**PROVIDED RECORDS**.
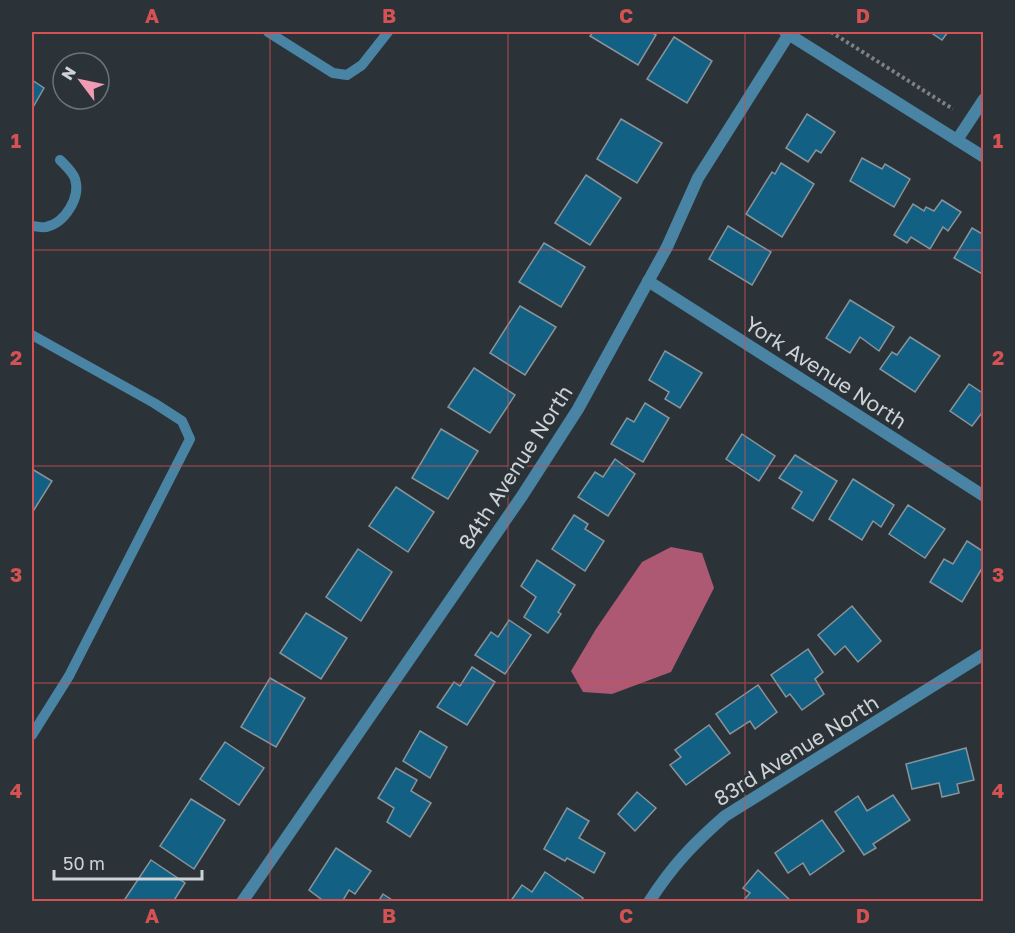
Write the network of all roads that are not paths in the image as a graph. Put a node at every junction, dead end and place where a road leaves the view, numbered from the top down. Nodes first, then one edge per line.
1 (268, 32) edge
2 (388, 32) edge
3 (787, 33) edge
4 (984, 99) edge
5 (957, 140) junction
6 (984, 157) edge
7 (60, 160) dead end
8 (32, 226) edge
9 (648, 281) junction
10 (32, 335) edge
11 (984, 496) edge
12 (984, 654) edge
13 (32, 735) edge
14 (242, 902) edge
15 (649, 902) edge

1 - 2 lane
3 - 5 street
3 - 9 street, 84th Avenue North
4 - 5 street
5 - 6 street
7 - 8 lane
9 - 11 street, York Avenue North
9 - 14 street, 84th Avenue North
10 - 13 lane
12 - 15 street, 83rd Avenue North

**WHAT YOU HAVE TO DO**. Output the entries verbatim, skipping images.

**TASK ANSWER**.
Write the network of all roads that are not paths in the image as a graph. Put a node at every junction, dead end and place where a road leaves the view, numbered from the top down. Nodes first, then one edge per line.
1 (268, 32) edge
2 (388, 32) edge
3 (787, 33) edge
4 (984, 99) edge
5 (957, 140) junction
6 (984, 157) edge
7 (60, 160) dead end
8 (32, 226) edge
9 (648, 281) junction
10 (32, 335) edge
11 (984, 496) edge
12 (984, 654) edge
13 (32, 735) edge
14 (242, 902) edge
15 (649, 902) edge

1 - 2 lane
3 - 5 street
3 - 9 street, 84th Avenue North
4 - 5 street
5 - 6 street
7 - 8 lane
9 - 11 street, York Avenue North
9 - 14 street, 84th Avenue North
10 - 13 lane
12 - 15 street, 83rd Avenue North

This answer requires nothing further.